Data provided below:
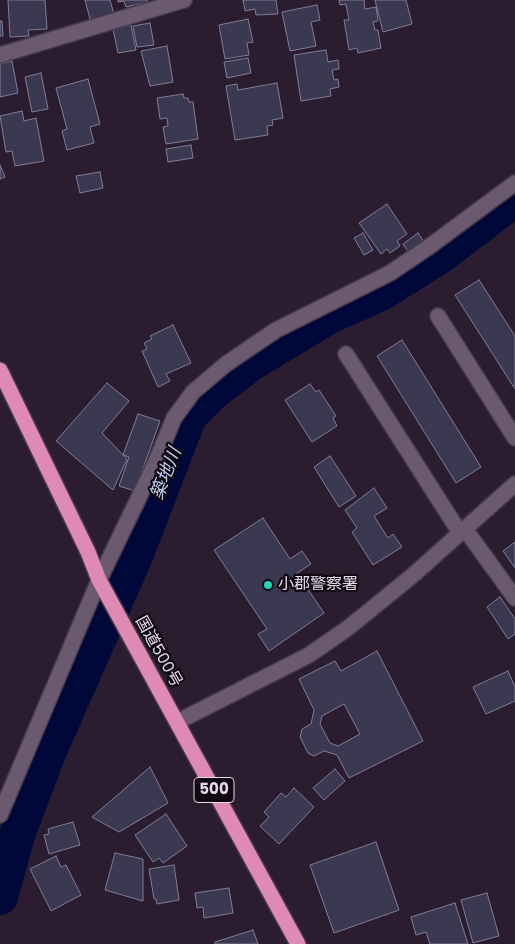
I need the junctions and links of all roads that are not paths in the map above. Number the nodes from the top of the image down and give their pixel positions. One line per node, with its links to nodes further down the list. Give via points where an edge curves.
1 (184, 0): 2 (street)
2 (0, 55)
3 (515, 183): 10 (street, via 390,273 276,330 226,364 193,392 174,418)
4 (438, 316): 7 (street)
5 (346, 354): 9 (street)
6 (0, 370): 10 (highway, 国道500号 / 500)
7 (515, 438)
8 (515, 484): 9 (street)
9 (462, 531): 11 (street); 12 (street, via 369,611 310,655)
10 (99, 580): 12 (highway, 国道500号 / 500); 13 (street)
11 (515, 598)
12 (177, 722): 14 (highway, 国道500号 / 500)
13 (0, 815)
14 (298, 944)

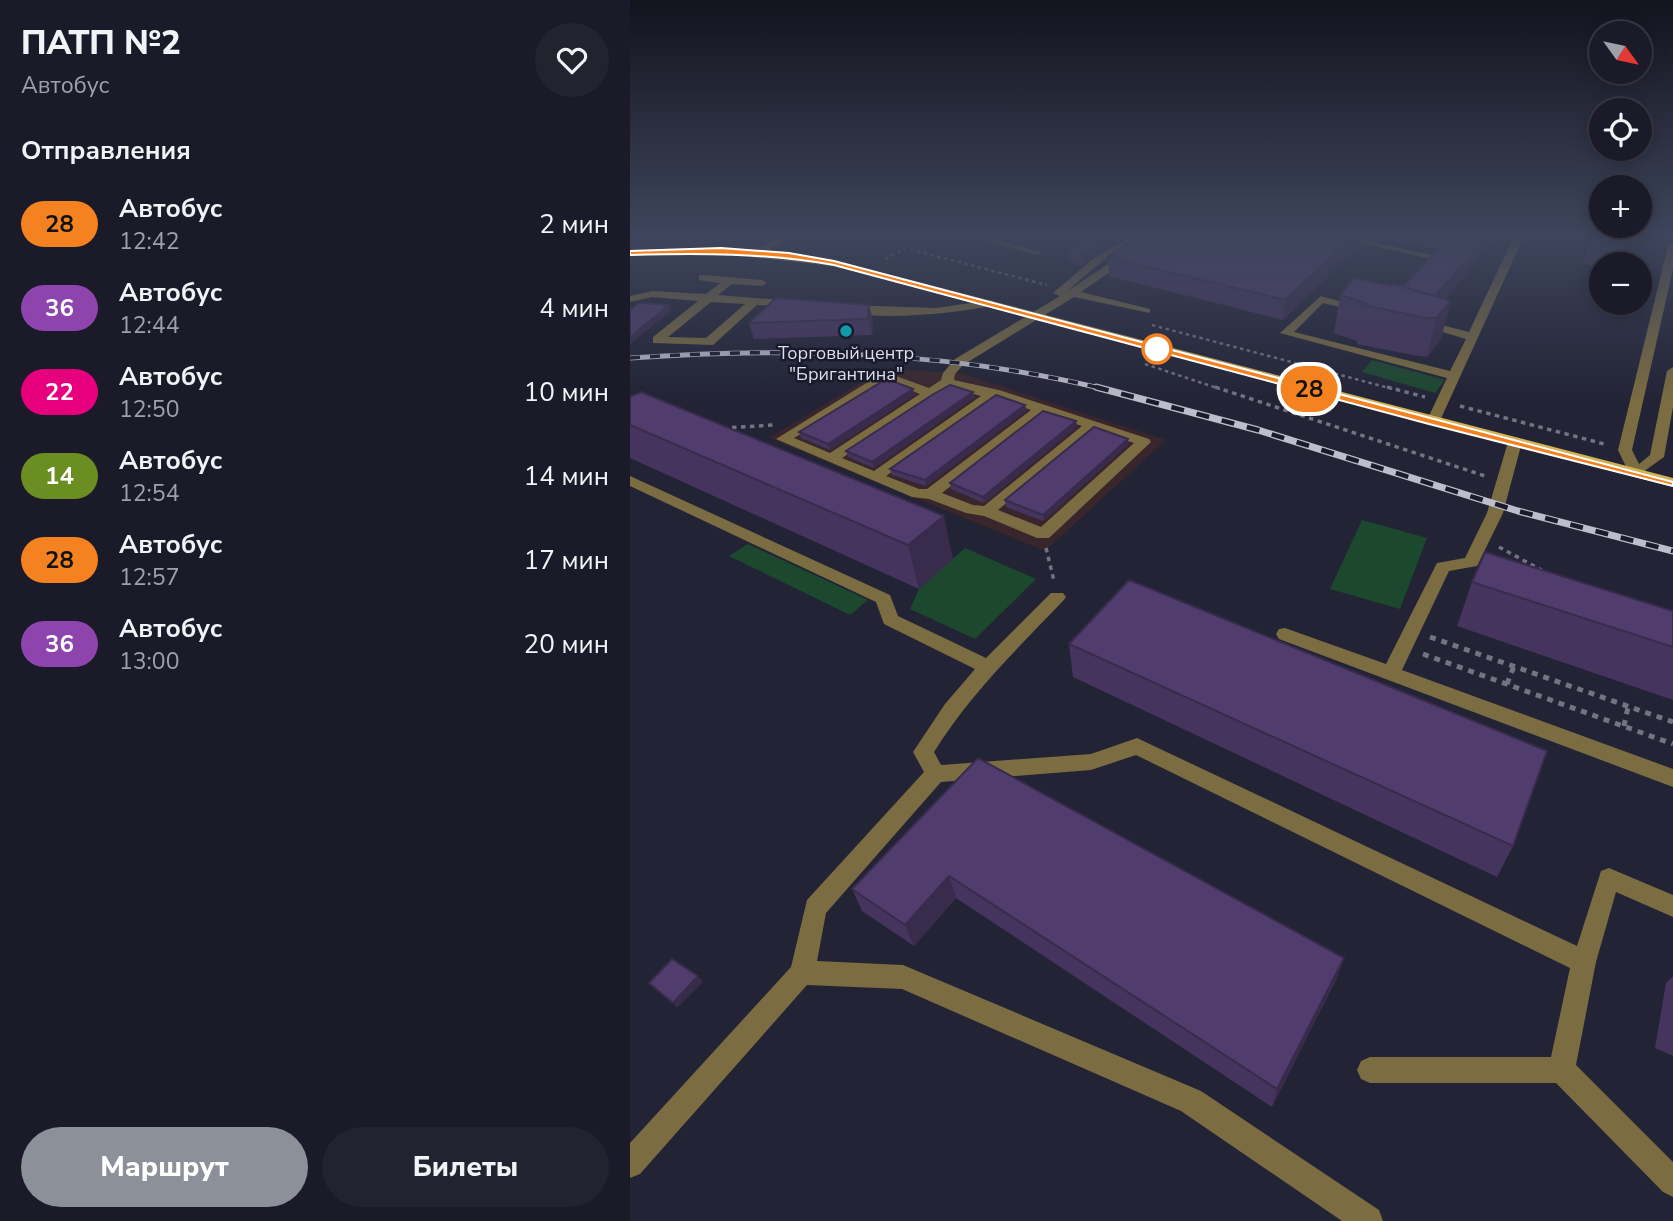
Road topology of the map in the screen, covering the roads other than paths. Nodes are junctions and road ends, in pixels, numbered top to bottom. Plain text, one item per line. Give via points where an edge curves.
End of Data provided.
Repeat all of the entries above word for word and omit the pictures.

I need the junctions and links of all roads that are not paths in the map above. Number the nodes from the top of the image down and give their pixel positions. One line per node, with its links to nodes further down the list. Give via points where an edge curves.
1 (184, 0): 2 (street)
2 (0, 55)
3 (515, 183): 10 (street, via 390,273 276,330 226,364 193,392 174,418)
4 (438, 316): 7 (street)
5 (346, 354): 9 (street)
6 (0, 370): 10 (highway, 国道500号 / 500)
7 (515, 438)
8 (515, 484): 9 (street)
9 (462, 531): 11 (street); 12 (street, via 369,611 310,655)
10 (99, 580): 12 (highway, 国道500号 / 500); 13 (street)
11 (515, 598)
12 (177, 722): 14 (highway, 国道500号 / 500)
13 (0, 815)
14 (298, 944)

Road topology of the map in the screen, covering the roads other than paths. Nodes are junctions and road ends, in pixels, numbered top to bottom. Plain text, one item per line. Give via points where an edge curves.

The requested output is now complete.